TASK ITEM: Say how many lines in the records hold the word "Left", and give nothing but that number.

□ □ □

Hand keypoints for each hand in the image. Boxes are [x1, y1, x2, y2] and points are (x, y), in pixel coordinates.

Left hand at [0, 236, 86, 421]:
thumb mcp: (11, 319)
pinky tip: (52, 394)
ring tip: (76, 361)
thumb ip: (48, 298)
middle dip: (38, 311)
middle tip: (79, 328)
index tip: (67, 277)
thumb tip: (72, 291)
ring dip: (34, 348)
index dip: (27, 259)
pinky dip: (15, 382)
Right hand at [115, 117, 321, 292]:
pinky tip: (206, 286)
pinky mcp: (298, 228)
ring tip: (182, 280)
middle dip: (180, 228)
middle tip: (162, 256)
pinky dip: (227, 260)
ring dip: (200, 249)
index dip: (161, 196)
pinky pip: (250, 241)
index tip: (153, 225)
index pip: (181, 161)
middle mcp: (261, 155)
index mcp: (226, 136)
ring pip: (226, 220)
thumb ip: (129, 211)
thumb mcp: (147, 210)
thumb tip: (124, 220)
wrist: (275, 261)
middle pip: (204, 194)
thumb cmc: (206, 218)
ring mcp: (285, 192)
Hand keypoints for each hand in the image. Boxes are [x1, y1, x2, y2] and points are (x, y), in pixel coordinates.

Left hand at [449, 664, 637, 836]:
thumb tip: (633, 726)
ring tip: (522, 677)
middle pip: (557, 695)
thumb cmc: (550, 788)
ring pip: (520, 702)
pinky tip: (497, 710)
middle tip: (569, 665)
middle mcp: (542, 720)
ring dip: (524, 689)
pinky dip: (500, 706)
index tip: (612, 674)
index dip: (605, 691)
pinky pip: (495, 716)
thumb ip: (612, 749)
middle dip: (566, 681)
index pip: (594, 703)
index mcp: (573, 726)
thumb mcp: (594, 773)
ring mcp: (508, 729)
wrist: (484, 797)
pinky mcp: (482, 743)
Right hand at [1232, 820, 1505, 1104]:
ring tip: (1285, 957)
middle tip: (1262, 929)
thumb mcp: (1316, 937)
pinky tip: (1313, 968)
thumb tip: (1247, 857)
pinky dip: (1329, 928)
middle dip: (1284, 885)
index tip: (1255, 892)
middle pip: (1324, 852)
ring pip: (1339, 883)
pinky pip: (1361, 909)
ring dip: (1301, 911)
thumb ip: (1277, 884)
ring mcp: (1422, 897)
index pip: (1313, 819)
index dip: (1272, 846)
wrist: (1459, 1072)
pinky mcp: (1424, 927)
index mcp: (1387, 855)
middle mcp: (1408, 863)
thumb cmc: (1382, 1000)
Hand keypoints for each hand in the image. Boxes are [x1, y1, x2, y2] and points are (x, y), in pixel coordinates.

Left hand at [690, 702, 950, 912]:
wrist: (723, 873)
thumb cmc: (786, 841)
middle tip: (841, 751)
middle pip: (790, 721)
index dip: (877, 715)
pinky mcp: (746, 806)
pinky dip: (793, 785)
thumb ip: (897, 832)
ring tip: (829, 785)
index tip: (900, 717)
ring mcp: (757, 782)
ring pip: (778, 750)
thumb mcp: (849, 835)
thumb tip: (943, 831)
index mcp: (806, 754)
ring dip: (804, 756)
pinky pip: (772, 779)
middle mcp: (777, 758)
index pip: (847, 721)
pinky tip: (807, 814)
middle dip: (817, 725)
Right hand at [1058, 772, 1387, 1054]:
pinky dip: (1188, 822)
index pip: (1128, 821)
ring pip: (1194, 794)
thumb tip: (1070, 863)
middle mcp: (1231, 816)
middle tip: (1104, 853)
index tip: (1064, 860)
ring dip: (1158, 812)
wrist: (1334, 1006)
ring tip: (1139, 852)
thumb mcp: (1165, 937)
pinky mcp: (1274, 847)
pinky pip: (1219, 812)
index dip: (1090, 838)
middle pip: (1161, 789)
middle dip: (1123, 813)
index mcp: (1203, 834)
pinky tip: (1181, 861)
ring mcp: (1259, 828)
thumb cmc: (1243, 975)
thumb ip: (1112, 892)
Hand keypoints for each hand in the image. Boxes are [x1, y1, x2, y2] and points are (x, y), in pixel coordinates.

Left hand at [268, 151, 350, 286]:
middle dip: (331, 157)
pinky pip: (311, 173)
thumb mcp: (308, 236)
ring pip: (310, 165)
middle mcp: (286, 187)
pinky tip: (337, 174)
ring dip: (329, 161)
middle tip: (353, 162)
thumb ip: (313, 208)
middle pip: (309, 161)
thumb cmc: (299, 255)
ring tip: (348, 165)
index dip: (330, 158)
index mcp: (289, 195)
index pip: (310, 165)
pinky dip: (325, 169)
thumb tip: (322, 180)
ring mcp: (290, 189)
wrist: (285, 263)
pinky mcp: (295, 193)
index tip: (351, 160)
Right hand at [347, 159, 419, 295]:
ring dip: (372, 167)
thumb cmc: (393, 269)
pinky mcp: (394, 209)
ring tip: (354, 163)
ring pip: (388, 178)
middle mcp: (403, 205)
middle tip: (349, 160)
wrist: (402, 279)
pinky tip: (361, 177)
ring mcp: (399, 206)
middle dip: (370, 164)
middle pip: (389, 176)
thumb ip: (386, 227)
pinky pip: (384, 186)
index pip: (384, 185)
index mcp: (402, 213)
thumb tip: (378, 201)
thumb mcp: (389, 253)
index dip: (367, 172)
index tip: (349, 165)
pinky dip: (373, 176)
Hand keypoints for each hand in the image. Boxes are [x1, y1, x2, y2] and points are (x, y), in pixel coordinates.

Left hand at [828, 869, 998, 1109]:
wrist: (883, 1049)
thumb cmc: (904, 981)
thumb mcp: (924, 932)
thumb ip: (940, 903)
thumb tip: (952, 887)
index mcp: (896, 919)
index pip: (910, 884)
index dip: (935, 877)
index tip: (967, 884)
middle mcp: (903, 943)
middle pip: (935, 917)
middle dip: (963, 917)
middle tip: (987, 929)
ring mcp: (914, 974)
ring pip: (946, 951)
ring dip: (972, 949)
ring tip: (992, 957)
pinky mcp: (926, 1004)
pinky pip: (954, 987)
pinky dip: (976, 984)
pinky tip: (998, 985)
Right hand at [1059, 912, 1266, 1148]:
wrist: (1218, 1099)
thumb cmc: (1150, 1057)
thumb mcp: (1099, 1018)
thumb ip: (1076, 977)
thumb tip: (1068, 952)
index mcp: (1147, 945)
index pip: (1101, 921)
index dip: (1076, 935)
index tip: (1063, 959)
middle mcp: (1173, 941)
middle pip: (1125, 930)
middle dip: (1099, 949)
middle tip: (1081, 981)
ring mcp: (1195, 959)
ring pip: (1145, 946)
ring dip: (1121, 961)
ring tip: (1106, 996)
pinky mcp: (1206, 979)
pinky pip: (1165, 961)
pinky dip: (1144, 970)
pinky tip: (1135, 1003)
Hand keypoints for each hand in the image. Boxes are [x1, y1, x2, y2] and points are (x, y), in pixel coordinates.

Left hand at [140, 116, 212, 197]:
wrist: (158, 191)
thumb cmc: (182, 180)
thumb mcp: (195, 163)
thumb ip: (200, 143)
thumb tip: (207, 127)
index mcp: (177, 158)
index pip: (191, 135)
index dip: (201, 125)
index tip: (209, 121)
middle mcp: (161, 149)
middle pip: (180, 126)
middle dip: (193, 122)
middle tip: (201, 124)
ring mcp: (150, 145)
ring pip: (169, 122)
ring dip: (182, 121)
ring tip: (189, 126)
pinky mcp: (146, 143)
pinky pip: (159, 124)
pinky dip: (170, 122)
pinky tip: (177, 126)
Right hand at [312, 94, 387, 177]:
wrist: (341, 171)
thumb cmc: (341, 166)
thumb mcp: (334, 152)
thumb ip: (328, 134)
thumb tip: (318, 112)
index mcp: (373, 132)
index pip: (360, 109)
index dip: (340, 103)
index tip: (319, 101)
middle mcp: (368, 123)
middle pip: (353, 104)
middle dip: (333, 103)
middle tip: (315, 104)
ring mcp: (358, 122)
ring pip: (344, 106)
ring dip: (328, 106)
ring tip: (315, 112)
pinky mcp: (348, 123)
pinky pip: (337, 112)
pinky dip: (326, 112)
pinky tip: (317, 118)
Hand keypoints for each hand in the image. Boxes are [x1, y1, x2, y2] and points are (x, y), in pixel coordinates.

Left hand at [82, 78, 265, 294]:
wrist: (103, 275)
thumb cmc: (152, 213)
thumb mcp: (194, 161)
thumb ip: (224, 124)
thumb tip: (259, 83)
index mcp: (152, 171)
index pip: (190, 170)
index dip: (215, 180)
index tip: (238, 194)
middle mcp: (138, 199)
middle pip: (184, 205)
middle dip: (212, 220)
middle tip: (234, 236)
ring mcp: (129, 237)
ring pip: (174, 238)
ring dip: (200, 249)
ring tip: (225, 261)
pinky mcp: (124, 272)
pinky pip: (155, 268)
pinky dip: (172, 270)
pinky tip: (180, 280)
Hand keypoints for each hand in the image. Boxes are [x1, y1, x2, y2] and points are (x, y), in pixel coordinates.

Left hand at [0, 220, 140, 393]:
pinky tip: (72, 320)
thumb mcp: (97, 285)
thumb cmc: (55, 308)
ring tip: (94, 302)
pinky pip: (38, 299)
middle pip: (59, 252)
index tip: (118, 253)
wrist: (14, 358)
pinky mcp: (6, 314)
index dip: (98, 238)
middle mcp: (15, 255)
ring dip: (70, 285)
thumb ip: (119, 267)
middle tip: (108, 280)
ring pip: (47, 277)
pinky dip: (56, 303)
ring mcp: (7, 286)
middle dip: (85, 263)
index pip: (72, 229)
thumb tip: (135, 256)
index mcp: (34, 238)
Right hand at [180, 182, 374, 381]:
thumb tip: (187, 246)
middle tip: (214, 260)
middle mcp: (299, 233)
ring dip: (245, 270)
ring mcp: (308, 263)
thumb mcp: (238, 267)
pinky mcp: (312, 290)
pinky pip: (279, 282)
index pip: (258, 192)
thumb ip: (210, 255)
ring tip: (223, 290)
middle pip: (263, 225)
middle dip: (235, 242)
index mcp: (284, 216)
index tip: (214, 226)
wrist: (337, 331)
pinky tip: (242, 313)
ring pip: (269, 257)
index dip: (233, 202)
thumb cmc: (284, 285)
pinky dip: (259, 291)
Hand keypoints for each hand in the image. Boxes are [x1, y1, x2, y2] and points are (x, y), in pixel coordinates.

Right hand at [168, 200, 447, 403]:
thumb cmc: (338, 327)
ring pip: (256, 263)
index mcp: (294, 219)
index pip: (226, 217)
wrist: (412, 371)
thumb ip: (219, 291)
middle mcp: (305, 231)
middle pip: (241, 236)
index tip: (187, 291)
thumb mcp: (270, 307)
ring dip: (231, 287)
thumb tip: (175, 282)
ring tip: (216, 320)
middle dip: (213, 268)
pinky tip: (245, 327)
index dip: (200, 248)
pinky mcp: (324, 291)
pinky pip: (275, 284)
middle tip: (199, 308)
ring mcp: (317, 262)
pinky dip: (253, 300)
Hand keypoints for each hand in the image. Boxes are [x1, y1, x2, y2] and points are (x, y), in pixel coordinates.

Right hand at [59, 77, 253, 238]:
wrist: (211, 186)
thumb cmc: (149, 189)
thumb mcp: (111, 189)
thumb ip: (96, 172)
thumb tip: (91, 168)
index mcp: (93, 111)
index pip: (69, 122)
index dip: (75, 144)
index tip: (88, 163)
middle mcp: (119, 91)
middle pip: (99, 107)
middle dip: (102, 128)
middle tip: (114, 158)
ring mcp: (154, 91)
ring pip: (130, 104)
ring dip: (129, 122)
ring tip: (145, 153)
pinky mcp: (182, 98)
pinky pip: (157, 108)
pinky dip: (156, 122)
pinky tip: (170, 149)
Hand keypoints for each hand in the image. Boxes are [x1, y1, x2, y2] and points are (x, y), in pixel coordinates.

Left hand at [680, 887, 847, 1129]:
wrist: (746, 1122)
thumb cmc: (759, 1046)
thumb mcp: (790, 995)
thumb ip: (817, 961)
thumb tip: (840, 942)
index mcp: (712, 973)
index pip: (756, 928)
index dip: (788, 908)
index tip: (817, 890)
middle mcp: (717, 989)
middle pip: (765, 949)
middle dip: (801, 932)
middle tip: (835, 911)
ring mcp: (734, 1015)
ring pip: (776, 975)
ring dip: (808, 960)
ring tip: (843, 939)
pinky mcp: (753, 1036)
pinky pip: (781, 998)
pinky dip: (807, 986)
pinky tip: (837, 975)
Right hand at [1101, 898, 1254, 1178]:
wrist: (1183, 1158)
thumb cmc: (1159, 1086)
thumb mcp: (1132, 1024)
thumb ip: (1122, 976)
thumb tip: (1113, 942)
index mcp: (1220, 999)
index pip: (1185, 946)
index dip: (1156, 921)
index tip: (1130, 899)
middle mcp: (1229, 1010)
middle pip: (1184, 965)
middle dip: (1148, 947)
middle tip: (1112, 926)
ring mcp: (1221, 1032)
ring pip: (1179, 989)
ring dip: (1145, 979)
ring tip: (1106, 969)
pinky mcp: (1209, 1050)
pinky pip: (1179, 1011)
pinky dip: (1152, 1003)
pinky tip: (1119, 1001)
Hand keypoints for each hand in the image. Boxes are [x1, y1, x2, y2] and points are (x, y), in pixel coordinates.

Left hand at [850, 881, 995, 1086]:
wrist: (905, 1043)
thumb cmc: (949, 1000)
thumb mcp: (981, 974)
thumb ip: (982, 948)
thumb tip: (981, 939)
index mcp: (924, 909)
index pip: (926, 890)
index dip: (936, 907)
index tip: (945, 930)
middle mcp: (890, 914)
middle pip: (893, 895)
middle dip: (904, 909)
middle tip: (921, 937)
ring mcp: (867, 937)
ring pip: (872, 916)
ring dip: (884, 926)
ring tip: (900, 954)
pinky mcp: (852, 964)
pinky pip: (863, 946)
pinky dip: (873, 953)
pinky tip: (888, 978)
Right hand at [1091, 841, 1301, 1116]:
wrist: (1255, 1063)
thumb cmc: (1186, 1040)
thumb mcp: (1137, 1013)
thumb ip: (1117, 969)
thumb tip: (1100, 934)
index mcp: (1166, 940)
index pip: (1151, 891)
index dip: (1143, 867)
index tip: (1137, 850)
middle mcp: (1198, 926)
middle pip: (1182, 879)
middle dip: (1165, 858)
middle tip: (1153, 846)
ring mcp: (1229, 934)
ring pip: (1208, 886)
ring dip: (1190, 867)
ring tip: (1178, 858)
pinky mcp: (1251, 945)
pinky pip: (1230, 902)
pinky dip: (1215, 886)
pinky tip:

□ □ □

THE COMPLETED TASK: 10